Common Tread

Video: Is technology ruining motorcycles?

Apr 20, 2019

RevZilla’s debaters at large tackle one of the great debates of modern motorcycling: What’s the right amount of technology in a motorcycle? 

Subquestion: What exactly are we calling technology? I think most people are talking about the high-tech stuff we see in bikes today when this debate comes up. You can easily argue that a wheel or a brake is technology, and I’m sure glad to have both those things on my bikes! No, the tech that typically gets controversial includes ABS, traction control, rider modes, displays packed with menus, wheelie control, and other rider aids. Yet these are also the same features manufacturers headline their new model releases with. What gives?
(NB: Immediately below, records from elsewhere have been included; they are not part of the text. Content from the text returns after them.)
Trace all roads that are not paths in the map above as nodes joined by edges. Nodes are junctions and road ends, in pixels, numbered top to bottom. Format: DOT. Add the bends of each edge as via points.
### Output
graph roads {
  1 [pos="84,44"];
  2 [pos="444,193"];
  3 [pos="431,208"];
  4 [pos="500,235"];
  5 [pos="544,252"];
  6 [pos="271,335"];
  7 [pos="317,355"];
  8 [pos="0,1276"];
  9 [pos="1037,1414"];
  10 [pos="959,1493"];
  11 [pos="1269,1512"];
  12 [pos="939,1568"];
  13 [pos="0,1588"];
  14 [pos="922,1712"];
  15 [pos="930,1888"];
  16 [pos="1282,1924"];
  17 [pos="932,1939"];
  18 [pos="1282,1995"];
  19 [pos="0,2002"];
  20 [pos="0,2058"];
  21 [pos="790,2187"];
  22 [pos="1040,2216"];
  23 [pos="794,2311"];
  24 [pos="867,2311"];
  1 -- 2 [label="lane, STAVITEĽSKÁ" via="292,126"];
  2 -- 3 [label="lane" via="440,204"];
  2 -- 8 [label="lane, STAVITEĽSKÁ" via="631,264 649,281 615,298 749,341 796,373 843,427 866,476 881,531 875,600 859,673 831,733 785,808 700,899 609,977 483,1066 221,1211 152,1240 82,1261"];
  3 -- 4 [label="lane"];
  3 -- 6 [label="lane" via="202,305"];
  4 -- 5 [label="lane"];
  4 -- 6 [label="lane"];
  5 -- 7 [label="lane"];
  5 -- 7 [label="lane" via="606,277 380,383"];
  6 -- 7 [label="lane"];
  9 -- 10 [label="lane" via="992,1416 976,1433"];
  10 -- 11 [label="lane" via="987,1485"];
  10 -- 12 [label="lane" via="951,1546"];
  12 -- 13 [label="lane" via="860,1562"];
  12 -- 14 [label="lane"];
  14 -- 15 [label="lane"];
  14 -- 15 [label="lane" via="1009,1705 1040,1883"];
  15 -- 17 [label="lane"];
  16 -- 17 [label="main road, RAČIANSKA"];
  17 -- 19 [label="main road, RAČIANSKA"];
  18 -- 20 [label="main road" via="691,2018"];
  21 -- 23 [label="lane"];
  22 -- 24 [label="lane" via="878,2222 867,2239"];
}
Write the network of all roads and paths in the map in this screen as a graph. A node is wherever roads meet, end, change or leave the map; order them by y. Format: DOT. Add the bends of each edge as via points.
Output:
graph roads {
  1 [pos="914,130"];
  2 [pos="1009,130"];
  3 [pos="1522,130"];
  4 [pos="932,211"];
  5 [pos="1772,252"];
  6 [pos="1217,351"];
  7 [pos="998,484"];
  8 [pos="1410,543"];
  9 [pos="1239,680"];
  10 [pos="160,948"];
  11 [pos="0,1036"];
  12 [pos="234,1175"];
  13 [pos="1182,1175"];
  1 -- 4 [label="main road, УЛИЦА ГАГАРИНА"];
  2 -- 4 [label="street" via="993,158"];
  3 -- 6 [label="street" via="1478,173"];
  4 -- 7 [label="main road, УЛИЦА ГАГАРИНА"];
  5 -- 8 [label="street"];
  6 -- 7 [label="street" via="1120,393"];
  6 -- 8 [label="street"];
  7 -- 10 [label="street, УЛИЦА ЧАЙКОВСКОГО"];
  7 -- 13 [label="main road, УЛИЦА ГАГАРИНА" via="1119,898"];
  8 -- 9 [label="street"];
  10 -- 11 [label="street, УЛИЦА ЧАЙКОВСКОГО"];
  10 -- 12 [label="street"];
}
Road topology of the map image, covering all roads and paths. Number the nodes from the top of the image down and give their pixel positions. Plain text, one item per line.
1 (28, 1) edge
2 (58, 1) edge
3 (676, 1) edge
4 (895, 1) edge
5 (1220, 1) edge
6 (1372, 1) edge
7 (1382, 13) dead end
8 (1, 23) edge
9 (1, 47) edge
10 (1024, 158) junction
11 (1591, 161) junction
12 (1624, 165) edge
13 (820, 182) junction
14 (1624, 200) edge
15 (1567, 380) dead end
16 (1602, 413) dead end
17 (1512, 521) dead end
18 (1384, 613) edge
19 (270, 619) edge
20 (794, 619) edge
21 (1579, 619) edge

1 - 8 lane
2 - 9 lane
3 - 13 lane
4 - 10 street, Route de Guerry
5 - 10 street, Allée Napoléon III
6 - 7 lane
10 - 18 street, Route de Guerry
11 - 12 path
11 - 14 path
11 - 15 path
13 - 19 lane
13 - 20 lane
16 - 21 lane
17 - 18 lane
I wonder if the rapid increase in high-tech features on motorcycles has something to do with the state of other developments in motorcycling. Squeezing more performance out of frames, suspension, engines, and the like gets expensive, because they’re already pretty well developed. Manufacturers have had more than a century to improve the basic elements of a motorcycle. They’ll keep advancing, but I suspect your R&D dollar will go a lot farther on the digital front. After all, that realm is far newer to motorcycles than the basics.

What feels like a flood of advanced rider aids might just be the reality that manufacturers can make a bigger difference in new models by improving these relatively new tools, as opposed to nearly unnoticeable gains elsewhere. 

One thing tech does do is make motorcycles more expensive. Even the simplest add-on costs money, and not everyone wants to pay more for features they’ll just disable in actual use, anyway. Seems like there’s room in the market for stripped-down “Specials,” like showrooms once sold...

But does strapping new tech to a bike ruin really something? Maybe it’s a kind of purity of the ride that suffers. Lemmy mentions this in the video: “I know that riding some old junker that’s come out of my garage is a little different experience than when I saddle up on the latest and greatest thing that the manufacturers have provided for us to review.” I have a few junkers myself, and I have to agree. It’s just different to ride with electronic guardian angels and a whole host of features, and feelings towards that difference will vary from rider to rider. After all, there’s a reason some people seek out new bikes, and others prefer motorcycles from a simpler time. It’s just what they like.

Like these guys, I get to ride some of the latest modern motorcycles while running a few old heaps in my personal garage. And you know what? I like having a choice best of all. Technology might ruin motorcycling for some, but changing nothing would kill it for sure.